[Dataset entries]
'''
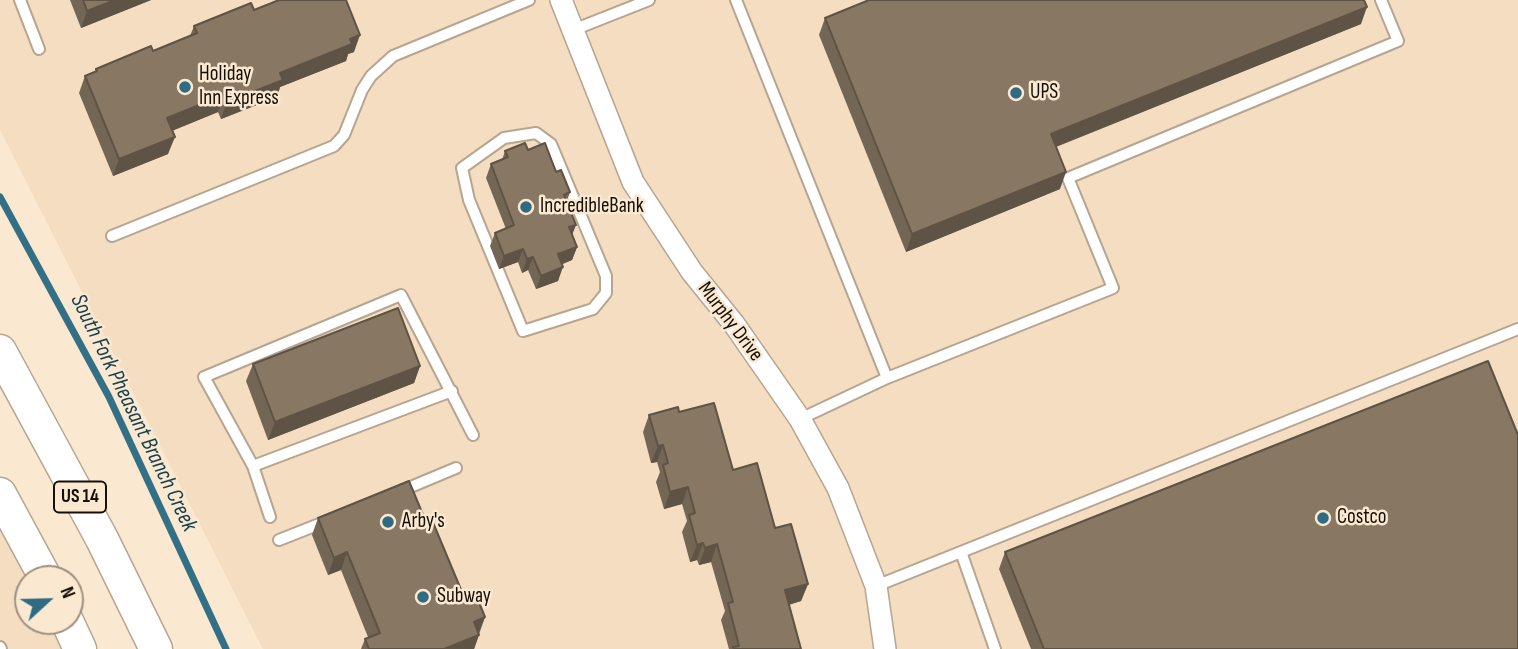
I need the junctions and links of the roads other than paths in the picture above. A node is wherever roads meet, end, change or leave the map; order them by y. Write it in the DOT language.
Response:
graph roads {
  1 [pos="20,0"];
  2 [pos="530,0"];
  3 [pos="561,0"];
  4 [pos="649,0"];
  5 [pos="736,0"];
  6 [pos="1381,0"];
  7 [pos="573,30"];
  8 [pos="39,49"];
  9 [pos="112,236"];
  10 [pos="593,309"];
  11 [pos="1518,329"];
  12 [pos="0,351"];
  13 [pos="887,378"];
  14 [pos="452,391"];
  15 [pos="800,419"];
  16 [pos="473,435"];
  17 [pos="253,466"];
  18 [pos="456,468"];
  19 [pos="0,494"];
  20 [pos="393,494"];
  21 [pos="342,515"];
  22 [pos="270,517"];
  23 [pos="279,540"];
  24 [pos="961,552"];
  25 [pos="38,565"];
  26 [pos="876,586"];
  27 [pos="156,649"];
  28 [pos="885,649"];
  29 [pos="995,649"];
  1 -- 8 [label="lane"];
  2 -- 9 [label="lane"];
  3 -- 7 [label="street, Murphy Drive"];
  4 -- 7 [label="lane"];
  5 -- 13 [label="lane"];
  6 -- 13 [label="lane"];
  7 -- 15 [label="street, Murphy Drive"];
  10 -- 10 [label="lane"];
  11 -- 24 [label="lane"];
  12 -- 27 [label="main road, US 14"];
  13 -- 15 [label="lane"];
  14 -- 16 [label="lane"];
  14 -- 17 [label="lane"];
  14 -- 17 [label="lane"];
  15 -- 26 [label="street, Murphy Drive"];
  17 -- 22 [label="lane"];
  18 -- 20 [label="lane"];
  19 -- 25 [label="main road"];
  21 -- 23 [label="lane"];
  24 -- 26 [label="lane"];
  24 -- 29 [label="lane"];
  26 -- 28 [label="street, Murphy Drive"];
}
'''
◆ WORK ORDER ◆
Print the records again exactly, pictures excluded.

◆ COMPLETED EXERCISE ◆
I need the junctions and links of the roads other than paths in the picture above. A node is wherever roads meet, end, change or leave the map; order them by y. Write it in the DOT language.
Response:
graph roads {
  1 [pos="20,0"];
  2 [pos="530,0"];
  3 [pos="561,0"];
  4 [pos="649,0"];
  5 [pos="736,0"];
  6 [pos="1381,0"];
  7 [pos="573,30"];
  8 [pos="39,49"];
  9 [pos="112,236"];
  10 [pos="593,309"];
  11 [pos="1518,329"];
  12 [pos="0,351"];
  13 [pos="887,378"];
  14 [pos="452,391"];
  15 [pos="800,419"];
  16 [pos="473,435"];
  17 [pos="253,466"];
  18 [pos="456,468"];
  19 [pos="0,494"];
  20 [pos="393,494"];
  21 [pos="342,515"];
  22 [pos="270,517"];
  23 [pos="279,540"];
  24 [pos="961,552"];
  25 [pos="38,565"];
  26 [pos="876,586"];
  27 [pos="156,649"];
  28 [pos="885,649"];
  29 [pos="995,649"];
  1 -- 8 [label="lane"];
  2 -- 9 [label="lane"];
  3 -- 7 [label="street, Murphy Drive"];
  4 -- 7 [label="lane"];
  5 -- 13 [label="lane"];
  6 -- 13 [label="lane"];
  7 -- 15 [label="street, Murphy Drive"];
  10 -- 10 [label="lane"];
  11 -- 24 [label="lane"];
  12 -- 27 [label="main road, US 14"];
  13 -- 15 [label="lane"];
  14 -- 16 [label="lane"];
  14 -- 17 [label="lane"];
  14 -- 17 [label="lane"];
  15 -- 26 [label="street, Murphy Drive"];
  17 -- 22 [label="lane"];
  18 -- 20 [label="lane"];
  19 -- 25 [label="main road"];
  21 -- 23 [label="lane"];
  24 -- 26 [label="lane"];
  24 -- 29 [label="lane"];
  26 -- 28 [label="street, Murphy Drive"];
}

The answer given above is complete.